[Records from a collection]
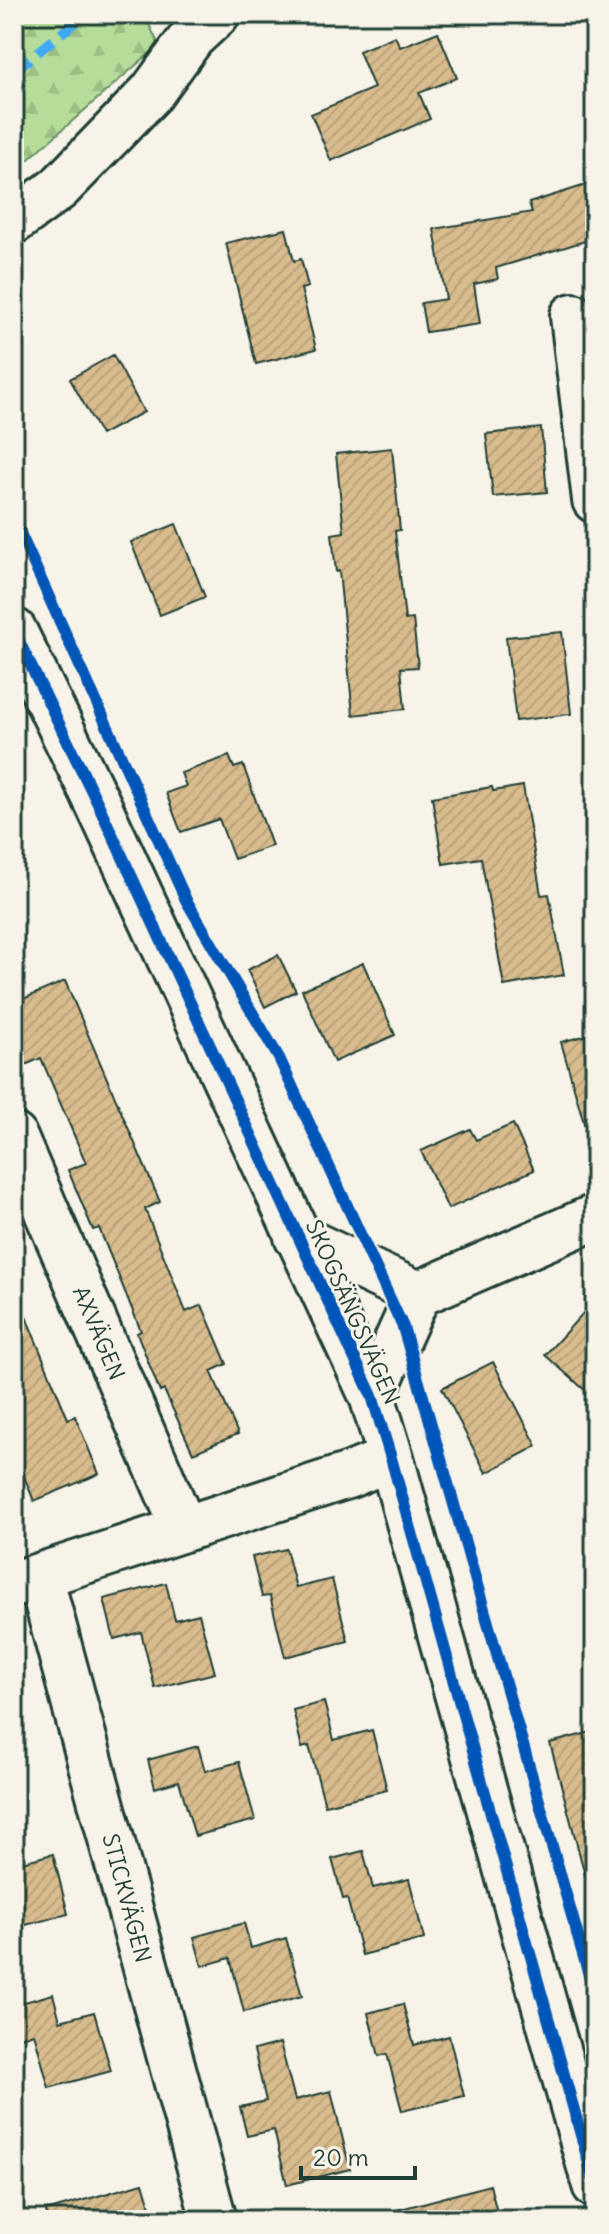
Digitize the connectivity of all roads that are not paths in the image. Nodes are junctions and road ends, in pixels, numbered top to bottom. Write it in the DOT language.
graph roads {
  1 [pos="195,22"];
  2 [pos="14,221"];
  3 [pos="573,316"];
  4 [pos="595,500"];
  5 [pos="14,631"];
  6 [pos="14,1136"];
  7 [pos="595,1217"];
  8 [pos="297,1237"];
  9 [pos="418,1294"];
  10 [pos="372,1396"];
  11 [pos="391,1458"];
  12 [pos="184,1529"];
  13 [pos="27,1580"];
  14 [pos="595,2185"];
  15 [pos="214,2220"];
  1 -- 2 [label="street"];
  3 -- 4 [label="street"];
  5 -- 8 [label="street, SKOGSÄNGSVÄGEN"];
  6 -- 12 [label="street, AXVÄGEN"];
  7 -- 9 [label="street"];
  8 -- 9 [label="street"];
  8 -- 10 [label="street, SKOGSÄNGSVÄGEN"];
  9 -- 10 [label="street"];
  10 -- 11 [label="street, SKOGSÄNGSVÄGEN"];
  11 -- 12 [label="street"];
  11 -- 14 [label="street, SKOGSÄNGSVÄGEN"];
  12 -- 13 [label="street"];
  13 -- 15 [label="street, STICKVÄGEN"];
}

# Activity
All that is needed is the data above, repeated exactly, without the pictures.

# Response area
Digitize the connectivity of all roads that are not paths in the image. Nodes are junctions and road ends, in pixels, numbered top to bottom. Write it in the DOT language.
graph roads {
  1 [pos="195,22"];
  2 [pos="14,221"];
  3 [pos="573,316"];
  4 [pos="595,500"];
  5 [pos="14,631"];
  6 [pos="14,1136"];
  7 [pos="595,1217"];
  8 [pos="297,1237"];
  9 [pos="418,1294"];
  10 [pos="372,1396"];
  11 [pos="391,1458"];
  12 [pos="184,1529"];
  13 [pos="27,1580"];
  14 [pos="595,2185"];
  15 [pos="214,2220"];
  1 -- 2 [label="street"];
  3 -- 4 [label="street"];
  5 -- 8 [label="street, SKOGSÄNGSVÄGEN"];
  6 -- 12 [label="street, AXVÄGEN"];
  7 -- 9 [label="street"];
  8 -- 9 [label="street"];
  8 -- 10 [label="street, SKOGSÄNGSVÄGEN"];
  9 -- 10 [label="street"];
  10 -- 11 [label="street, SKOGSÄNGSVÄGEN"];
  11 -- 12 [label="street"];
  11 -- 14 [label="street, SKOGSÄNGSVÄGEN"];
  12 -- 13 [label="street"];
  13 -- 15 [label="street, STICKVÄGEN"];
}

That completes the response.